First stop was to see the work of Liz Brooke Ward an embroiderer who takes the foundation of her large wall hangings from nature and fragments of remembered verse. Here’s one base on lichens.Annie Hutchinson was also showing her humorous needle felted and embroidered creatures.
Seeing other artists’ workbooks reminded me I’ve been neglectful – I’ve not had an ongoing visual journal since I left uni…..I must return to keeping one… I think that’s why I’m not producing any new work.
I’ve admired Matthew Harris‘s work since attending a talk given by him several years ago where he introduced me to the joys of working with dust sheets.Crumb Cloth 162 x 90cm
In Tara Davidson’s studio, a spit away from Matthew’s cottage, she was showing her ceramic bowls.
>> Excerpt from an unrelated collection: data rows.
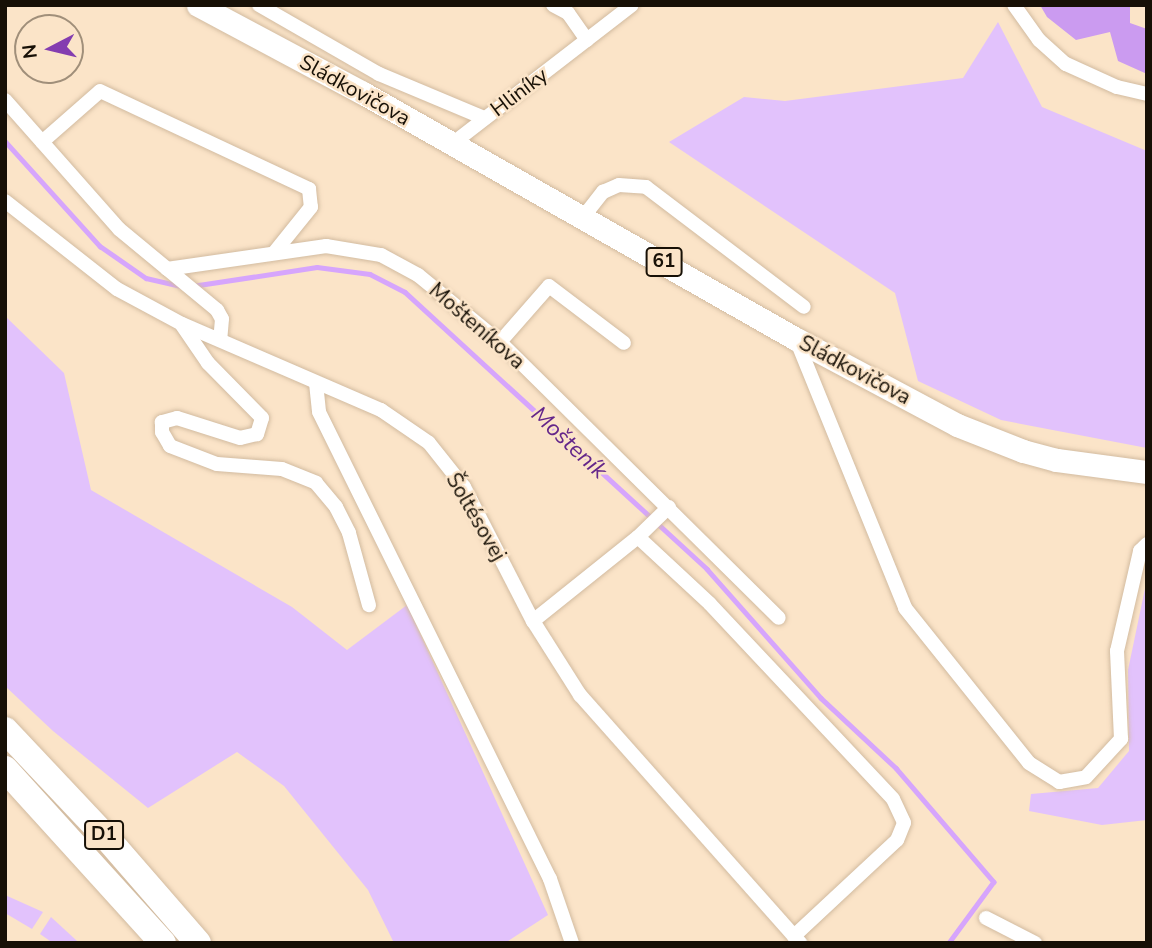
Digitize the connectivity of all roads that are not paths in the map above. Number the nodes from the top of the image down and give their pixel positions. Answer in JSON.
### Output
{"nodes":[{"id":1,"x":198,"y":5,"type":"edge"},
{"id":2,"x":259,"y":5,"type":"edge"},
{"id":3,"x":553,"y":5,"type":"edge"},
{"id":4,"x":632,"y":5,"type":"edge"},
{"id":5,"x":1014,"y":5,"type":"edge"},
{"id":6,"x":587,"y":40,"type":"junction"},
{"id":7,"x":1147,"y":94,"type":"edge"},
{"id":8,"x":5,"y":100,"type":"edge"},
{"id":9,"x":484,"y":118,"type":"junction"},
{"id":10,"x":42,"y":142,"type":"junction"},
{"id":11,"x":452,"y":144,"type":"junction"},
{"id":12,"x":5,"y":201,"type":"edge"},
{"id":13,"x":584,"y":216,"type":"junction"},
{"id":14,"x":274,"y":253,"type":"junction"},
{"id":15,"x":166,"y":269,"type":"junction"},
{"id":16,"x":804,"y":307,"type":"dead end"},
{"id":17,"x":182,"y":324,"type":"junction"},
{"id":18,"x":796,"y":339,"type":"junction"},
{"id":19,"x":220,"y":340,"type":"junction"},
{"id":20,"x":500,"y":342,"type":"junction"},
{"id":21,"x":624,"y":343,"type":"dead end"},
{"id":22,"x":316,"y":383,"type":"junction"},
{"id":23,"x":1147,"y":472,"type":"edge"},
{"id":24,"x":659,"y":516,"type":"junction"},
{"id":25,"x":638,"y":537,"type":"junction"},
{"id":26,"x":1147,"y":544,"type":"edge"},
{"id":27,"x":369,"y":605,"type":"dead end"},
{"id":28,"x":779,"y":618,"type":"dead end"},
{"id":29,"x":533,"y":621,"type":"junction"},
{"id":30,"x":5,"y":730,"type":"edge"},
{"id":31,"x":5,"y":769,"type":"edge"},
{"id":32,"x":986,"y":918,"type":"dead end"},
{"id":33,"x":797,"y":940,"type":"edge"},
{"id":34,"x":163,"y":943,"type":"edge"},
{"id":35,"x":198,"y":943,"type":"edge"},
{"id":36,"x":572,"y":943,"type":"edge"},
{"id":37,"x":1035,"y":943,"type":"edge"}],
"edges":[{"from":1,"to":11,"type":"main road","name":"Sládkovičova","number":"61"},
{"from":2,"to":9,"type":"street","name":"Sládkovičova"},
{"from":3,"to":6,"type":"street"},
{"from":4,"to":6,"type":"street","name":"Hliníky"},
{"from":5,"to":7,"type":"street"},
{"from":6,"to":9,"type":"street","name":"Hliníky"},
{"from":8,"to":10,"type":"street"},
{"from":9,"to":11,"type":"street","name":"Hliníky"},
{"from":10,"to":14,"type":"street"},
{"from":10,"to":15,"type":"street"},
{"from":11,"to":13,"type":"main road","name":"Sládkovičova","number":"61"},
{"from":12,"to":17,"type":"street","name":"Šoltésovej"},
{"from":13,"to":16,"type":"street","name":"Sládkovičova"},
{"from":13,"to":18,"type":"main road","name":"Sládkovičova","number":"61"},
{"from":14,"to":15,"type":"street","name":"Mošteníkova"},
{"from":14,"to":20,"type":"street","name":"Mošteníkova"},
{"from":15,"to":19,"type":"street"},
{"from":17,"to":19,"type":"street","name":"Šoltésovej"},
{"from":17,"to":27,"type":"street"},
{"from":18,"to":23,"type":"main road","name":"Sládkovičova","number":"61"},
{"from":18,"to":26,"type":"street"},
{"from":19,"to":22,"type":"street","name":"Šoltésovej"},
{"from":20,"to":21,"type":"street"},
{"from":20,"to":24,"type":"street","name":"Mošteníkova"},
{"from":22,"to":29,"type":"street","name":"Šoltésovej"},
{"from":22,"to":36,"type":"street"},
{"from":24,"to":25,"type":"street"},
{"from":24,"to":28,"type":"street","name":"Mošteníkova"},
{"from":25,"to":29,"type":"street"},
{"from":25,"to":33,"type":"street"},
{"from":29,"to":33,"type":"street","name":"Šoltésovej"},
{"from":30,"to":35,"type":"highway","number":"D1"},
{"from":31,"to":34,"type":"highway","number":"D1"},
{"from":32,"to":37,"type":"street"}]}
Sarah Burghard is a commercial designer who offers her clients individual commissions. In her delightful house were examples of her work
I bought a beautiful round basket from Susan Early at Frogmash Mill. No image as it’s for gift! But here’s a prize winning basket.
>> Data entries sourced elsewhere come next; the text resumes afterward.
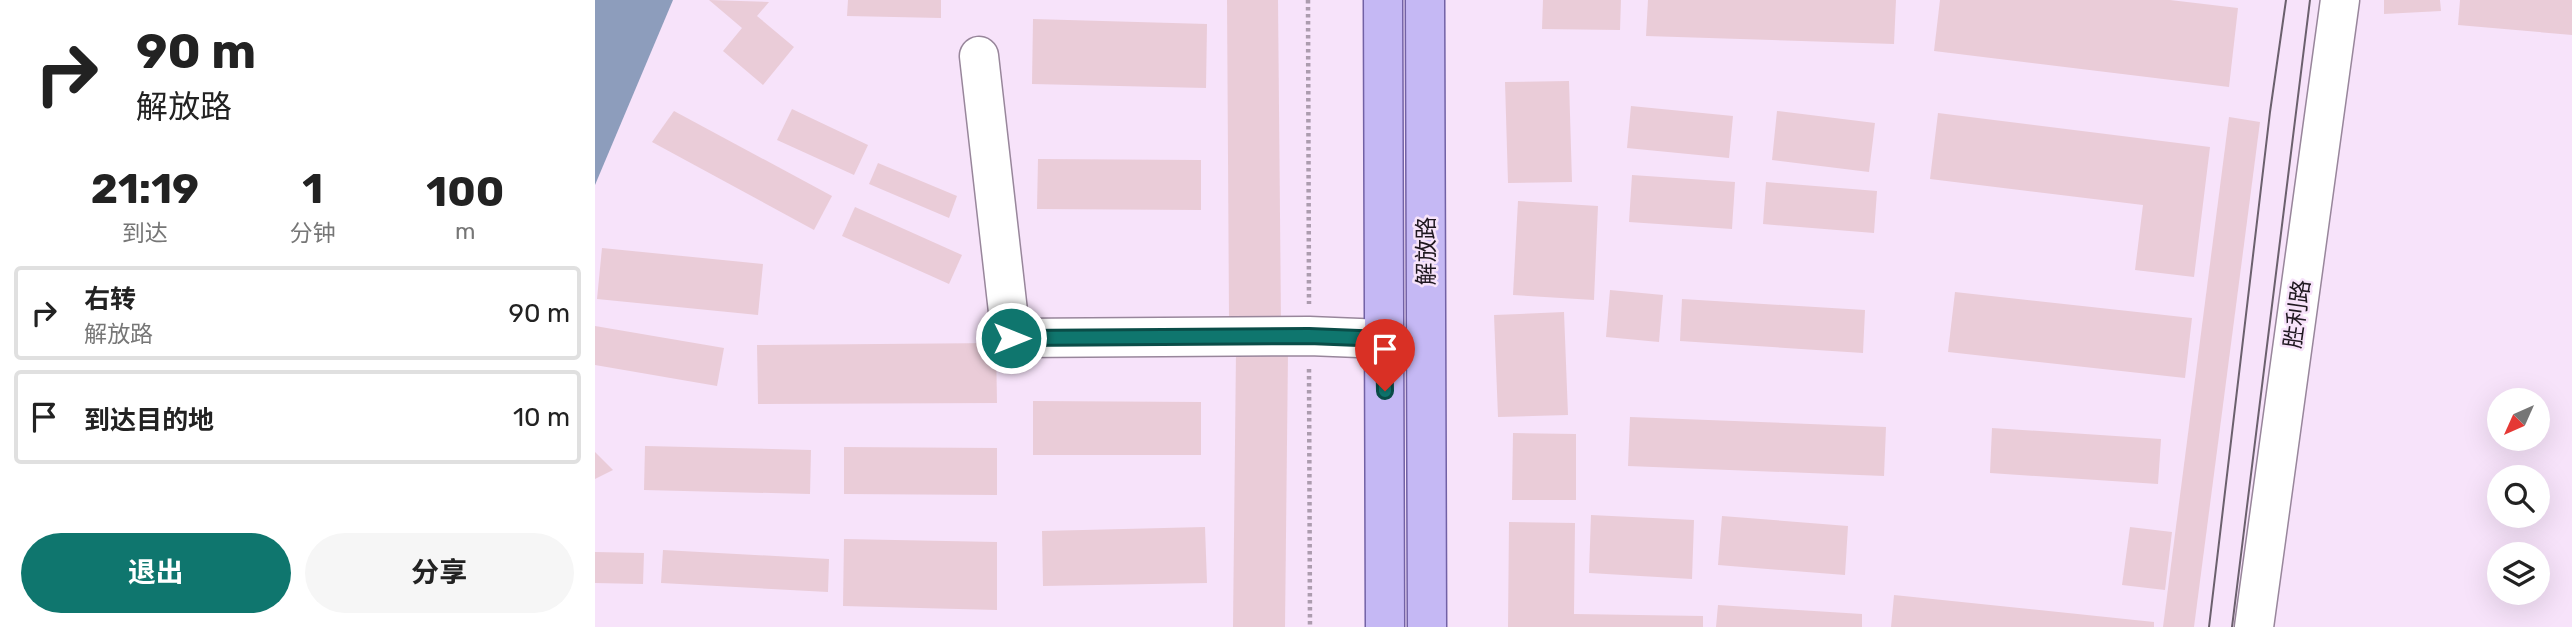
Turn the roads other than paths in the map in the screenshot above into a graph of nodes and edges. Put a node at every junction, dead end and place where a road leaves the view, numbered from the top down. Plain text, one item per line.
1 (1383, 0) edge
2 (1425, 0) edge
3 (2340, 0) edge
4 (979, 56) dead end
5 (1384, 339) junction
6 (1385, 627) edge
7 (1427, 627) edge
8 (2254, 627) edge

1 - 5 main road, 解放路
2 - 7 main road, 解放路
3 - 8 street, 胜利路
4 - 5 street
5 - 6 main road, 解放路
Some bright recycled chairs.
Cleo Mussi uses discarded pieces of ceramics to make her mosaics – colourful and fun.
At the Victoria Works a chance to see Dust to Dust by Penny Burnfield, a screen printed hanging.
Time to visit the exhibition at the Museum in the park.
Ruth Harries‘ new work Red Cross Series was a delight to see although I was a little unsure about placing the dramatic black and red hangings against a red wall and the other pieces displayed in a reflective glass cabinet. I thought both detracted from showing Ruth’s talent.
Detail of The Red Cross Series.
Caroline Dear works with natural occurring materials – I felt there was a wonderful quietness about her installation of three mantles.
A selection of grasses and other plant material.
Susie Gillespie is a weaver of flax she grows herself; she also incorporates antique linen yarn, nettle yarn then adds gesso to her wall hangings. The result is raw and intriguing.
I’ve looked at Susanna Bauer‘s work previously. She uses found natural objects an embroiders or crochets onto/into them.
Her work resonates with me as we both take one object and transform it by the addition of yarn.
As does Rozanne Hawksley. Her three pieces Look on Small Beautiful Things are a departure from the rich but often dark work I’ve seen before.
Kerry Jameson is a ceramist by training but her work is given an added dimension and interest by combining mixed media. A fun piece to end my day with.